**Work instruction:** Among the records that follow, how many lines contain the word "CORONEL"? Give the number and no other words.

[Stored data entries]
Start of Block

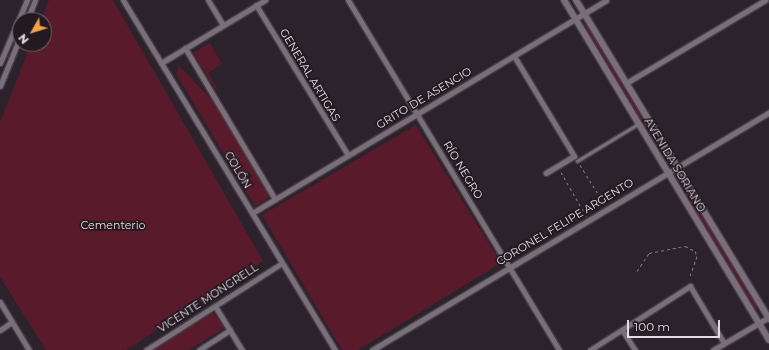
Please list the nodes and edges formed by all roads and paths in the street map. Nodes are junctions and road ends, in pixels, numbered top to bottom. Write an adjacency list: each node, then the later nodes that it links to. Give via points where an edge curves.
1 (27, 0): 19 (street)
2 (36, 0): 12 (street)
3 (123, 0): 20 (street, COLÓN)
4 (208, 0): 15 (street)
5 (265, 0): 11 (street)
6 (348, 0): 24 (street, RÍO NEGRO)
7 (564, 0): 14 (street, AVENIDA SORIANO)
8 (576, 0): 13 (street, AVENIDA SORIANO)
9 (606, 0): 13 (street, GRITO DE ASENCIO)
10 (765, 0): 21 (street)
11 (256, 5): 15 (street); 26 (street, GENERAL ARTIGAS)
12 (31, 12)
13 (584, 13): 14 (street, GRITO DE ASENCIO); 21 (street, AVENIDA SORIANO)
14 (575, 18): 18 (street, GRITO DE ASENCIO); 25 (street, AVENIDA SORIANO)
15 (223, 25): 16 (street)
16 (185, 48): 20 (street); 32 (street)
17 (14, 52): 22 (street)
18 (514, 56): 24 (street, GRITO DE ASENCIO); 28 (street, via 574,156)
19 (0, 63)
20 (161, 63): 34 (street, COLÓN)
21 (626, 83): 29 (street, AVENIDA SORIANO)
22 (0, 86)
23 (769, 112): 29 (street, CORONEL FELIPE ARGENTO)
24 (417, 114): 26 (street, GRITO DE ASENCIO); 37 (street, RÍO NEGRO)
25 (638, 124): 27 (lane); 31 (street, AVENIDA SORIANO)
26 (348, 155): 32 (street, GRITO DE ASENCIO)
27 (578, 161): 33 (path)
28 (557, 166): 30 (street); 35 (path)
29 (677, 167): 31 (street, CORONEL FELIPE ARGENTO); 43 (street, AVENIDA SORIANO)
30 (546, 173)
31 (668, 173): 33 (street, CORONEL FELIPE ARGENTO); 45 (street, AVENIDA SORIANO)
32 (275, 199): 34 (street, GRITO DE ASENCIO)
33 (608, 208): 35 (street, CORONEL FELIPE ARGENTO)
34 (252, 213): 36 (street, COLÓN)
35 (589, 220): 37 (street, CORONEL FELIPE ARGENTO)
36 (282, 263): 41 (street, VICENTE MONGRELL); 55 (street, COLÓN)
37 (510, 266): 56 (street, CORONEL FELIPE ARGENTO); 57 (street, RÍO NEGRO)
38 (637, 271): 39 (path, via 649,253 684,246 695,251 697,256 689,279)
39 (690, 286): 48 (street); 50 (street)
40 (0, 302): 42 (street)
41 (215, 306): 47 (street); 51 (street, VICENTE MONGRELL)
42 (2, 308): 44 (street)
43 (769, 318): 45 (street)
44 (12, 322): 46 (street); 52 (street)
45 (759, 322): 49 (street, AVENIDA SORIANO); 50 (street)
46 (0, 330)
47 (230, 330): 53 (street); 54 (street)
48 (622, 330): 58 (street); 59 (street)
49 (769, 340)
50 (724, 343): 60 (street)
51 (148, 349)
52 (29, 350)
53 (199, 350)
54 (242, 350)
55 (335, 350)
56 (372, 350)
57 (558, 350)
58 (590, 350)
59 (635, 350)
60 (713, 350)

End of Block

**Exercise output:** 6